Saturday, March 29, 2008

The Kite Runner

I don’t know whether you’ve read the book or seen the movie. I just saw the movie not too long ago, and I liked it very much. I haven’t read the book.

I won’t tell you much about the plot. You can read it on Wikipedia, if you haven’t seen the movie or read the book.

The story is about a friendship between two boys in Kabul, Afghanistan. One—Hassan—is devoted to the other—Amir. He would do anything for him. He serves him. He endures pain and suffering for him. And he eventually dies trying to protect Amir’s house from the Taliban.

Both boys grow up. Hassan remains in Afghanistan, while Amir moves with his father to the United States.

Amir returns to Kabul to rescue Hassan’s son, Sohrab, from the Taliban who have made a sex slave of him. He brings Sohrab back to the United States, and he and his wife adopt him.

It’s a powerful story. One of those stories you really can’t get rid of, no matter how you try. Scenes from it keep coming back. What the characters do keeps coming back.

I went through a few weeks of replaying various scenes in my mind, wondering where the power was coming from. Wondering why the movie had become almost an obsession for me.

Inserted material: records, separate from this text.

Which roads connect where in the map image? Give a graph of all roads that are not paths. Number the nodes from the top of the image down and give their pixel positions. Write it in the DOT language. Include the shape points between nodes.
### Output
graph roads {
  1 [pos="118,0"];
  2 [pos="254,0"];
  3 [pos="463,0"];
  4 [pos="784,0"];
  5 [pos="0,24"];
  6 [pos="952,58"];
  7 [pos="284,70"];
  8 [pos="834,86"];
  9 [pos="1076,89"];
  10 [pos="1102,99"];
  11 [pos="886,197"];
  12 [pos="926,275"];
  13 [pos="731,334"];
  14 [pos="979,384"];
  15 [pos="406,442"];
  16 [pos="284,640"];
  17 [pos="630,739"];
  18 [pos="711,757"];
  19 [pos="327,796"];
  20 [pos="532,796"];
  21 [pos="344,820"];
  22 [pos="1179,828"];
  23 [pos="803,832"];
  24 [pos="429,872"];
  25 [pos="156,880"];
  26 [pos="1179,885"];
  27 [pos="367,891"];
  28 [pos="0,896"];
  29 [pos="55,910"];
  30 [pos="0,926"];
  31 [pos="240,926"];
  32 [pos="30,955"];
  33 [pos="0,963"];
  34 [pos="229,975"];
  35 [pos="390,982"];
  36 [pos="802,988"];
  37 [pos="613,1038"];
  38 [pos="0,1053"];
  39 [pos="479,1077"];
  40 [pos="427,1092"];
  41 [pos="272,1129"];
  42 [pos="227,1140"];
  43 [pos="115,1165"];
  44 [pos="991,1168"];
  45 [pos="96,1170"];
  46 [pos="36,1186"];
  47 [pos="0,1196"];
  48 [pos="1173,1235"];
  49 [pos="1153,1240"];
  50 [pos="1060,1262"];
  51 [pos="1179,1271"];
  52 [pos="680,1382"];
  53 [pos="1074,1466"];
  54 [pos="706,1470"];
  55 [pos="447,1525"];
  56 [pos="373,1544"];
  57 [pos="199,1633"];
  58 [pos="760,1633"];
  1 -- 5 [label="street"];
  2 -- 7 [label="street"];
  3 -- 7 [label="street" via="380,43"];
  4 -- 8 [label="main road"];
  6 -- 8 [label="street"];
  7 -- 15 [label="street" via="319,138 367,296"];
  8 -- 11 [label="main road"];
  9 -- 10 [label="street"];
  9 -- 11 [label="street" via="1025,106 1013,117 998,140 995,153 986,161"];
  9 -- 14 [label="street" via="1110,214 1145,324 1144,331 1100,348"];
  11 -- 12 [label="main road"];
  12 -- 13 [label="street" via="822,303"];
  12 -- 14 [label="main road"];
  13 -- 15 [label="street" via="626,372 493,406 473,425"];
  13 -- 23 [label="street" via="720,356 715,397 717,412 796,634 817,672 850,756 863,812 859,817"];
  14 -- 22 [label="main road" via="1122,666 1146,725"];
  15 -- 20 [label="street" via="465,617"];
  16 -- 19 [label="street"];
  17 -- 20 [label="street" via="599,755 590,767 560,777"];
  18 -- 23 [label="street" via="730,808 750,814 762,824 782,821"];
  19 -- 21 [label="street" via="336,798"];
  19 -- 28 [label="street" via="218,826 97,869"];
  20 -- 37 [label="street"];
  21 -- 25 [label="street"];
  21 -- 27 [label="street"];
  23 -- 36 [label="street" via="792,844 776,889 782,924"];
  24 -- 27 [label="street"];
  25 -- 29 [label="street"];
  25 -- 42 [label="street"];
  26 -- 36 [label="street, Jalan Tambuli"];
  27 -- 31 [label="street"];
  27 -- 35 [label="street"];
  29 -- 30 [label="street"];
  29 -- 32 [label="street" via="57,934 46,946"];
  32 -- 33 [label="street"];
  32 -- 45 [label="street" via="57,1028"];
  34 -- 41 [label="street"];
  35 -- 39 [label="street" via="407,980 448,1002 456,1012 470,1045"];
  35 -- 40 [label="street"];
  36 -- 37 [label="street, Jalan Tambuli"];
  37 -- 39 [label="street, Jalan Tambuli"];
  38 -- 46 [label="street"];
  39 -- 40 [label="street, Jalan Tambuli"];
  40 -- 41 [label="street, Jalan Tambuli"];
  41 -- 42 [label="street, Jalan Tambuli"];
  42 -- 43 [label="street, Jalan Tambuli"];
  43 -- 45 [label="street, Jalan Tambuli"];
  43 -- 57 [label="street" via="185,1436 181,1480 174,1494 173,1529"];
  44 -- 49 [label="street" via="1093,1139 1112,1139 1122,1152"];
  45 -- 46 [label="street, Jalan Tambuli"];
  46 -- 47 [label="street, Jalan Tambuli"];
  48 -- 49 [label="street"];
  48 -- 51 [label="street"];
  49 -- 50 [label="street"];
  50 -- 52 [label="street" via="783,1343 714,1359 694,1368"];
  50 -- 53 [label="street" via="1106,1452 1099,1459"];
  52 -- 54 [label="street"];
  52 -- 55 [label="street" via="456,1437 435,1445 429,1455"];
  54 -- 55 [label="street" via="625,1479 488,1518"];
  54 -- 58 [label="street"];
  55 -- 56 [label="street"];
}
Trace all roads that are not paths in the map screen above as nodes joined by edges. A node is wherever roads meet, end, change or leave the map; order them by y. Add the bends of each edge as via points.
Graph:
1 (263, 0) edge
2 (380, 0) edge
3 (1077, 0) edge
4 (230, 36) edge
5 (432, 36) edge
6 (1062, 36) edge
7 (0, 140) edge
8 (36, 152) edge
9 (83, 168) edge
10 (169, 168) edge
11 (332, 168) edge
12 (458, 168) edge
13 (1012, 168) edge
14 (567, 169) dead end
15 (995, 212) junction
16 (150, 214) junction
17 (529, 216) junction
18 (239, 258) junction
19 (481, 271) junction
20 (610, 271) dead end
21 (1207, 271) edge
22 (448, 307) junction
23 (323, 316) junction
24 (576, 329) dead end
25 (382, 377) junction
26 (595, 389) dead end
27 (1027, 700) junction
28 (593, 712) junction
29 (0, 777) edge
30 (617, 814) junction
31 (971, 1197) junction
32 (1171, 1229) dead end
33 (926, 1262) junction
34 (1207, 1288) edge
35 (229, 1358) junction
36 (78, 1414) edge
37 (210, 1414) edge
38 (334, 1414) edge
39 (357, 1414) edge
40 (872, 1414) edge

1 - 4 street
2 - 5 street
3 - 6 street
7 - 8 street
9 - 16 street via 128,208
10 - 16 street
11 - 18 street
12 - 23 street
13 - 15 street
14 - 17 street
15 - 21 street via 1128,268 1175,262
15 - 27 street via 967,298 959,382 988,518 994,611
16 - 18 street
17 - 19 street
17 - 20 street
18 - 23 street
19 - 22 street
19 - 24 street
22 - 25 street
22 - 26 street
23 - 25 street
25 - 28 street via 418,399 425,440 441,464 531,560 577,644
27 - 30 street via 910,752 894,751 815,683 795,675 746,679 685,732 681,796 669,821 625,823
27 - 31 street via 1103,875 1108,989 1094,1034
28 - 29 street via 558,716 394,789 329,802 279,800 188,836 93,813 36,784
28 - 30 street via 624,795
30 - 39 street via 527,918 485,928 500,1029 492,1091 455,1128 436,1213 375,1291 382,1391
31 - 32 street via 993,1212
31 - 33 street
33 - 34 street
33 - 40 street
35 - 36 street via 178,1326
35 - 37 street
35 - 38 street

And then it became clear. It was God. It was God in the love of Hassan for Amir. In his devotion and tenderness and forgiveness. His acceptance of the evil that was done to him. And that Amir does to him. His passive acceptance of this. Because of his love for Amir. His devotion to Amir.

And then it was God in the love of Amir for Hassan, displayed years and years later. Years after he escapes to the United States and then returns to Kabul to rescue Sohrab. To rescue Hassan’s son after Hassan has been murdered by the Taliban, no matter what. He will take Sohrab away from the Taliban, even if it kills Amir. He will act on his love for Hassan finally, even though this could easily kill him.

This story is about love so powerful. So profound. So real. So present. That people will die for it. To be faithful to it. To live this love with integrity. To express this love thoroughly. To take this love as seriously as it has been given.

This is God. This kind of love is God. And living this God-given love out faithfully, this is only possible with God. Through God.

And through courage. Our courage. Without our courage, this God-love is not possible. Without a willingness to perish for the preservation of the object of this love, we become diminished. A shadow of what we might have been.

And so back to performance. Back to the preceding post. What God asks of us is our courage. He asks us to act and in our action place our lives at his feet.

This faithfulness is what he asks of us. The only performance of any importance to him. This courage to love him and to love what he loves. Thoroughly. Completely. With our very lives.

No matter what.


Jesse said...

Yes, I read the book some time back (well, listened to it on audio book, to be more precise), and still haven't been able to shake it. Not that I've tried to, mind you. And for the same reasons you observe, I think. Potent stuff, love. I'll have to check out the movie, too.

Bill Elkington said...

Funny thing is, I went to see the movie in one of those cheap theaters. Second run. And I've never seen a theater there more full. And it was full of, guess what? People over 50. About 80 percent of the audience was over 50. To see a movie about a couple of Afghan kids. Odd. But good!